WHAT IS REQUIRED: All entries are to be copied exactly, with pictures removed.

============================================================

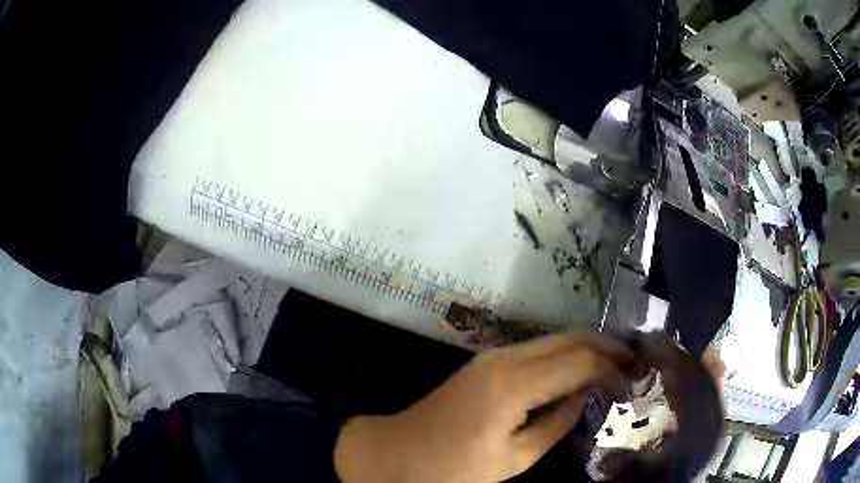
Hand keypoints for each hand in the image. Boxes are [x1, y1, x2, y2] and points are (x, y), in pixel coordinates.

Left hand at [334, 332, 636, 482]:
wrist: (397, 453)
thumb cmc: (453, 468)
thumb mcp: (515, 458)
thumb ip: (557, 422)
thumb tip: (587, 394)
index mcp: (513, 385)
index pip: (580, 361)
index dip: (613, 368)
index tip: (634, 382)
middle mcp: (506, 357)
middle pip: (571, 338)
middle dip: (608, 347)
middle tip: (635, 364)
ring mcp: (493, 355)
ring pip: (556, 339)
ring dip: (590, 348)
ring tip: (617, 366)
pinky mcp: (487, 362)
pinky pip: (538, 350)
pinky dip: (567, 355)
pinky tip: (582, 370)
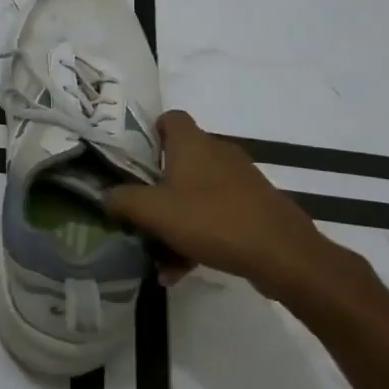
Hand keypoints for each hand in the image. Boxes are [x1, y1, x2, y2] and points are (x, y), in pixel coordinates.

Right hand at [106, 111, 382, 312]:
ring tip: (158, 255)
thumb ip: (123, 200)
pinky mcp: (256, 207)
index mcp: (193, 143)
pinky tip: (182, 270)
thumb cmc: (211, 220)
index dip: (148, 133)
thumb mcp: (154, 211)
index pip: (169, 119)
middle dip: (157, 187)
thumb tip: (106, 196)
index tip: (133, 159)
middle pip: (180, 161)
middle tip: (139, 211)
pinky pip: (216, 216)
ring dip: (176, 220)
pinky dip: (198, 236)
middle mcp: (218, 153)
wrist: (282, 254)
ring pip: (197, 193)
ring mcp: (241, 181)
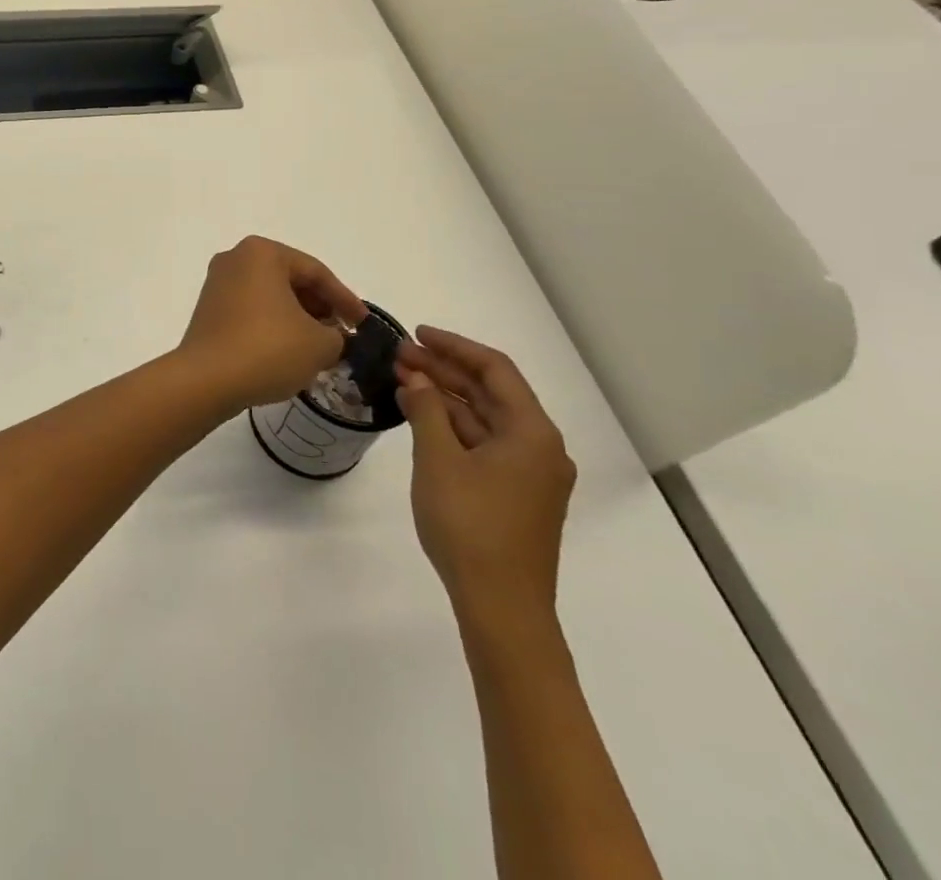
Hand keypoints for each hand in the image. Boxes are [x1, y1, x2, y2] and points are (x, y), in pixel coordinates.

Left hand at [175, 236, 367, 414]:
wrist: (206, 380)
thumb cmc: (268, 349)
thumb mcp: (320, 344)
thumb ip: (337, 336)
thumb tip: (332, 337)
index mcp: (262, 253)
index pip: (316, 272)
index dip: (345, 300)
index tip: (364, 324)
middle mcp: (235, 259)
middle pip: (290, 280)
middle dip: (319, 307)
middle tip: (341, 334)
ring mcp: (217, 283)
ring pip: (270, 296)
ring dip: (297, 318)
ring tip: (319, 346)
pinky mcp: (208, 309)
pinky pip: (251, 310)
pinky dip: (273, 325)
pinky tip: (288, 351)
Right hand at [396, 327, 575, 627]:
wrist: (502, 607)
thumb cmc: (470, 525)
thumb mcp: (438, 459)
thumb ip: (427, 410)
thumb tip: (418, 379)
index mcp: (532, 432)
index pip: (495, 369)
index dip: (455, 346)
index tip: (417, 333)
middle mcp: (540, 447)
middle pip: (491, 393)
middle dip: (445, 371)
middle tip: (400, 355)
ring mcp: (530, 474)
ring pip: (485, 419)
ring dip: (446, 398)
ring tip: (404, 380)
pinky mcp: (517, 495)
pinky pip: (485, 444)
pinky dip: (454, 426)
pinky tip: (422, 418)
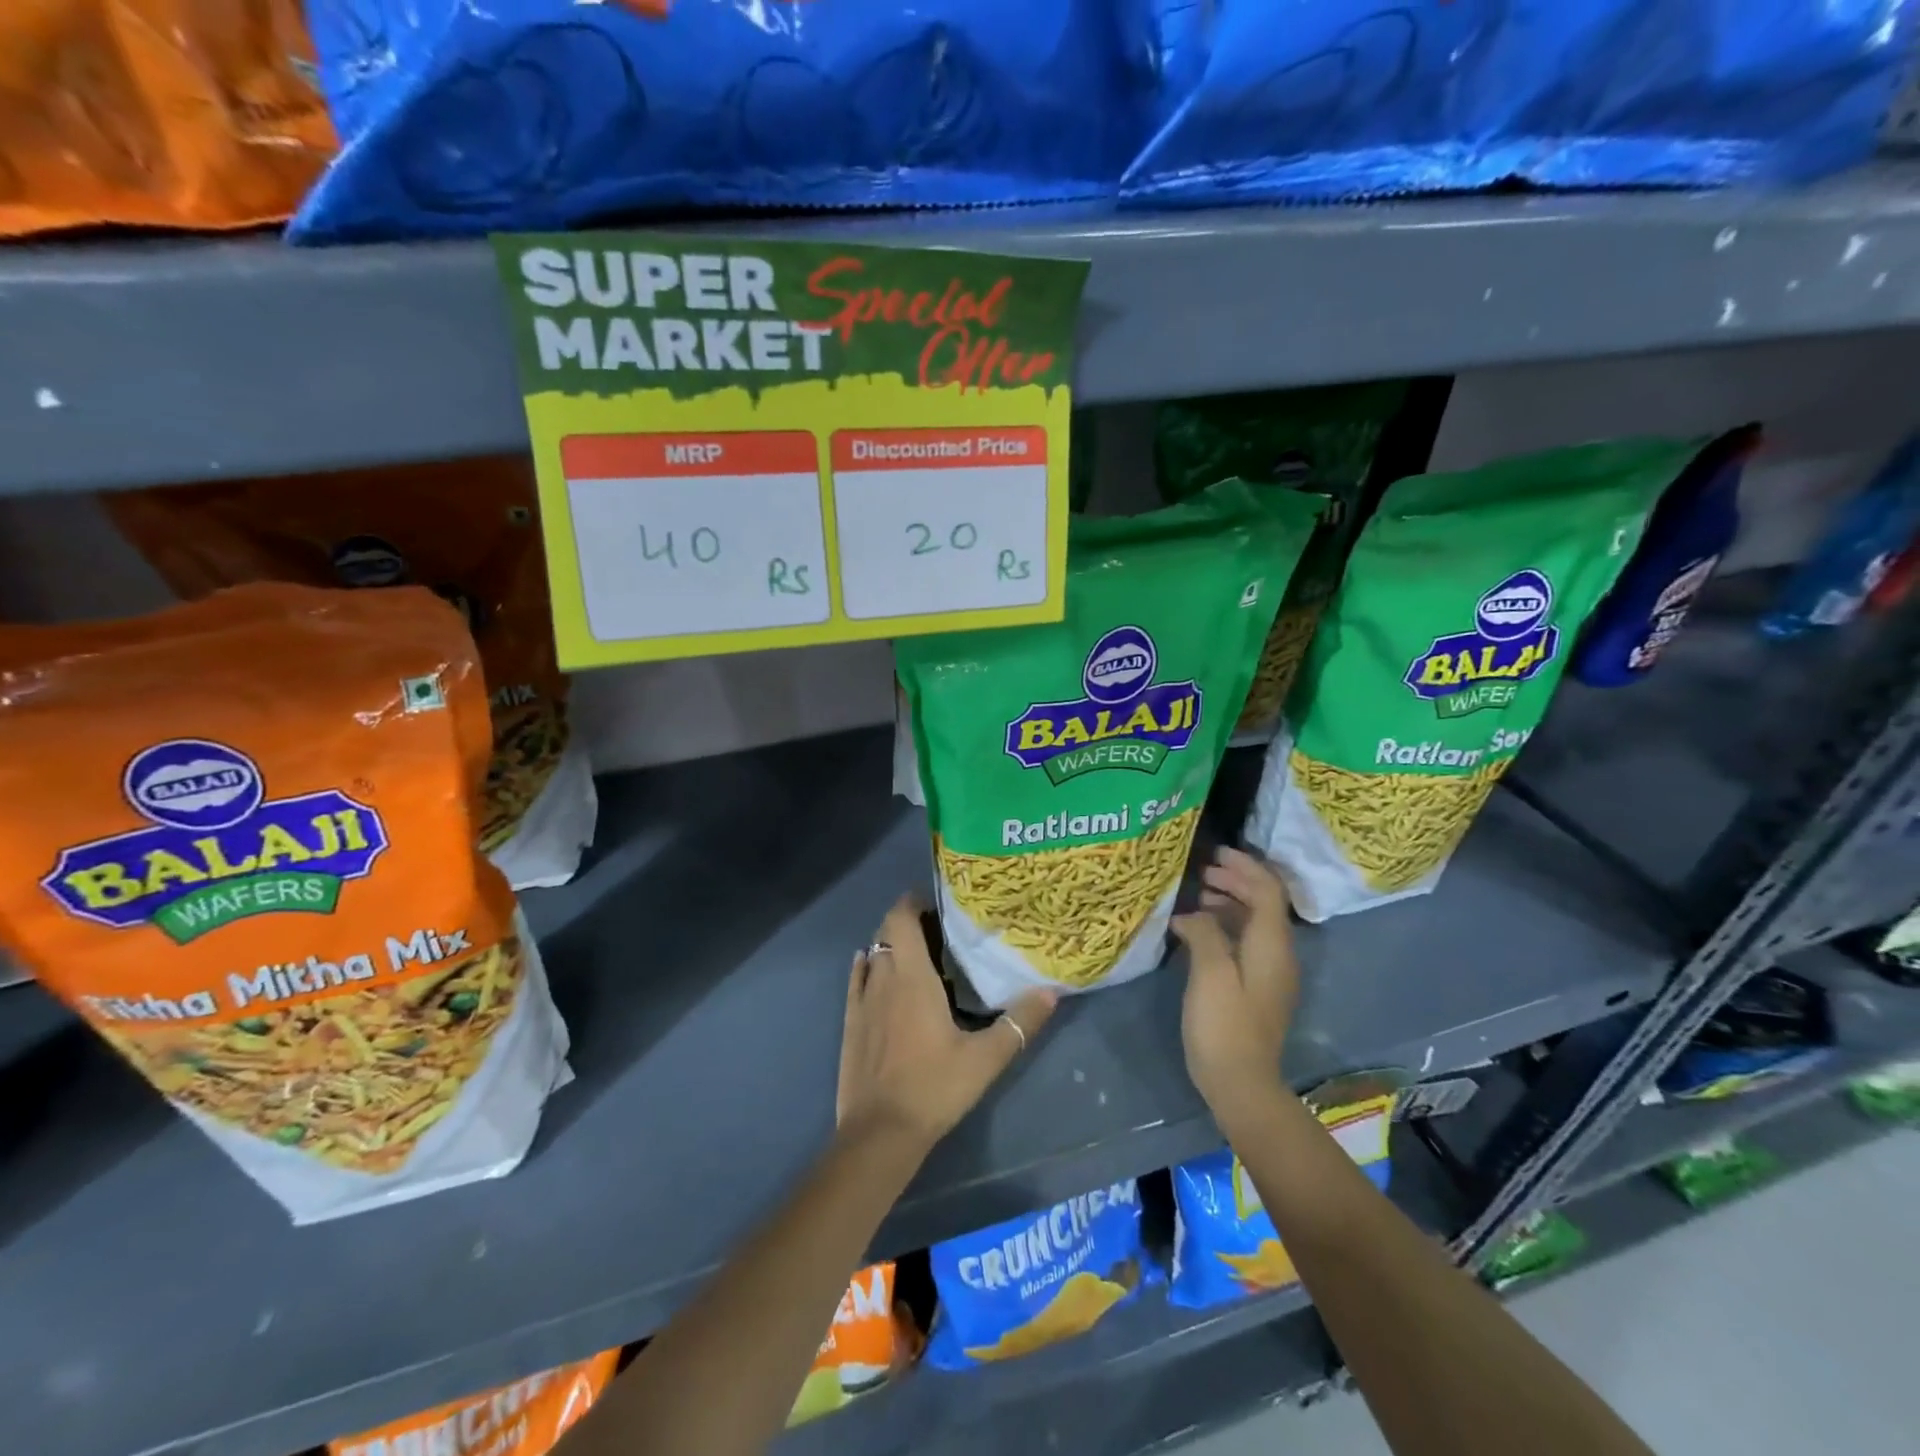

============================================================

SOLUTION FOR THIS TASK:
Hand keypoints for each hand in the image. Boxes are [x1, y1, x2, y2] and points are (x, y), in pixel coordinates.

Left hand at [334, 332, 636, 482]:
wrist: (397, 453)
thumb cmc: (453, 468)
thumb mcp: (515, 458)
thumb ip: (557, 422)
thumb tip: (587, 394)
index mcp: (513, 385)
index pip: (580, 361)
index dip: (613, 368)
index tip: (634, 382)
middle mcp: (506, 357)
middle pip: (571, 338)
middle dip: (608, 347)
middle tip: (635, 364)
ring mcp: (493, 355)
ring pip: (556, 339)
ring dip: (590, 348)
ring tip: (617, 366)
pinky mcp: (487, 362)
pinky pip: (538, 350)
pinky dip: (567, 355)
pinky tip: (582, 370)
Hand keypoints for each hand in the image. Boxes are [x1, y1, x2, y2] and points are (x, y), in pixel coordinates.

Right hand at [106, 111, 382, 312]:
ring tip: (158, 255)
thumb ip: (123, 200)
pinky mcp: (256, 207)
index mcp: (193, 143)
pinky tip: (182, 270)
thumb cmc: (211, 220)
index dip: (148, 133)
thumb mcp: (154, 211)
index pip: (169, 119)
middle dip: (157, 187)
thumb tip: (106, 196)
index tip: (133, 159)
middle pip: (180, 161)
middle tip: (139, 211)
pinky pip: (216, 216)
ring dip: (176, 220)
pinky dip: (198, 236)
middle mcp: (218, 153)
wrist: (282, 254)
ring pip: (197, 193)
ring mcp: (241, 181)
Hand keypoints for each hand in the image. Boxes are [x1, y1, x2, y2] and points are (x, y), in pixel coordinates.

Left hand at [175, 236, 367, 414]:
wrist: (206, 380)
thumb cmc: (268, 349)
thumb mcp: (320, 344)
thumb ip: (337, 336)
thumb tip: (332, 337)
index mcp: (262, 253)
index pip: (316, 272)
index dip: (345, 300)
index tip: (364, 324)
middle mcp: (235, 259)
middle pip: (290, 280)
middle dip: (319, 307)
middle tip: (341, 334)
ring mcp: (217, 283)
ring pip: (270, 296)
ring dip: (297, 318)
ring tip: (319, 346)
pinky mcp: (208, 309)
pinky pip: (251, 310)
pinky dip: (273, 325)
pinky tip: (288, 351)
Right hand at [396, 327, 575, 627]:
wrist: (502, 607)
thumb cmc: (470, 525)
thumb mcp: (438, 459)
thumb ip: (427, 410)
thumb tip: (418, 379)
index mcp: (532, 432)
index pip: (495, 369)
index dip: (455, 346)
index tip: (417, 333)
middle mcp: (540, 447)
middle pip: (491, 393)
middle dip: (445, 371)
middle tip: (400, 355)
ring mcp: (530, 474)
ring pip: (485, 419)
ring dip: (446, 398)
ring tip: (404, 380)
pinky mcp: (517, 495)
pinky pip: (485, 444)
pinky dip: (454, 426)
pinky tip: (422, 418)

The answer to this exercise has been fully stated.